The 46 states party to the agreement will have received an estimated total of $24.2 billion in their respective fiscal years for 2003 and 2004, according to a report from the Government Accountability Office. The states allocated a combined $60 million of the proceeds in 2003 to reserve or rainy-day funds and plan to allocate $40 million in 2004, figures the GAO report rounds to zero. In fiscal 2001, the states allocated an aggregate 5% to such funds, and in 2002, 1%.
In all, states reported they received about $12.8 billion in tobacco settlement money and related securitized proceeds in fiscal year 2003 and expected to receive about $11.4 billion in fiscal year 2004.

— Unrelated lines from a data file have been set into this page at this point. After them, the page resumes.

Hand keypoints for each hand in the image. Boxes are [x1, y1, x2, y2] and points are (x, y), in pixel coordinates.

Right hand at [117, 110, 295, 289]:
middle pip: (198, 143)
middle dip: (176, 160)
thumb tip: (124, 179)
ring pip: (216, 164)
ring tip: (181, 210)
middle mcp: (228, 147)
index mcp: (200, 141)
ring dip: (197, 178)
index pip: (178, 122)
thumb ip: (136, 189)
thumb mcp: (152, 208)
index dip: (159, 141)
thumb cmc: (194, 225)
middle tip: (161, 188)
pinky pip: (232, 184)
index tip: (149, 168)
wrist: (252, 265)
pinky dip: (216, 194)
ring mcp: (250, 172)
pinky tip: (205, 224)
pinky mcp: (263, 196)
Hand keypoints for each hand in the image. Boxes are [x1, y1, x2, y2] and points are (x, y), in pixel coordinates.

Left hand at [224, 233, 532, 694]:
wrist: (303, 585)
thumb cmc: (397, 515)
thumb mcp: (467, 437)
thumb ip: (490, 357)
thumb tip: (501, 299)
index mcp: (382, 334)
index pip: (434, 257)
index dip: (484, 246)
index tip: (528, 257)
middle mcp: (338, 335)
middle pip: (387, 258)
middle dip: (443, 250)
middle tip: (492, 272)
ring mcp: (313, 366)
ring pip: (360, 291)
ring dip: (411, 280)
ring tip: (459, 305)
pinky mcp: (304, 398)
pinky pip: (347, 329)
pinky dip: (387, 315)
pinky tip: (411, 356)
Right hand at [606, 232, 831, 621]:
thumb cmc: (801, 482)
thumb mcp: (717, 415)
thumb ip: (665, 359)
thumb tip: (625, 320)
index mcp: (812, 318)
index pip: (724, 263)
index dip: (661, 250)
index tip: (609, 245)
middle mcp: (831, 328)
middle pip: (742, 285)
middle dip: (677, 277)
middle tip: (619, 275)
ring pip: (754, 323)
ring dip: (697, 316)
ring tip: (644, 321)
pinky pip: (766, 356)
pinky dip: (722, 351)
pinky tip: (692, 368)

"Over the three prior years — fiscal years 2000, 2001, and 2002 — states also reported receiving a total of about $24 billion," the report noted. "These amounts include payments from tobacco companies and, for some states, the proceeds of the sale of bonds backed by payments tobacco companies will make in the future (securitized proceeds)," the report noted.
The portion of the payment states allocate to meeting budget shortfalls is expected to increase to an aggregate 54% in fiscal 2004, from 36% the previous fiscal year. Allocations for debt service on states' securitized proceeds are expected to increase to 7% in fiscal 2004, from about 2% the previous fiscal year. And the states' allocation to health-related programs is expected to decline to 17% in 2004, from 24% in fiscal 2003.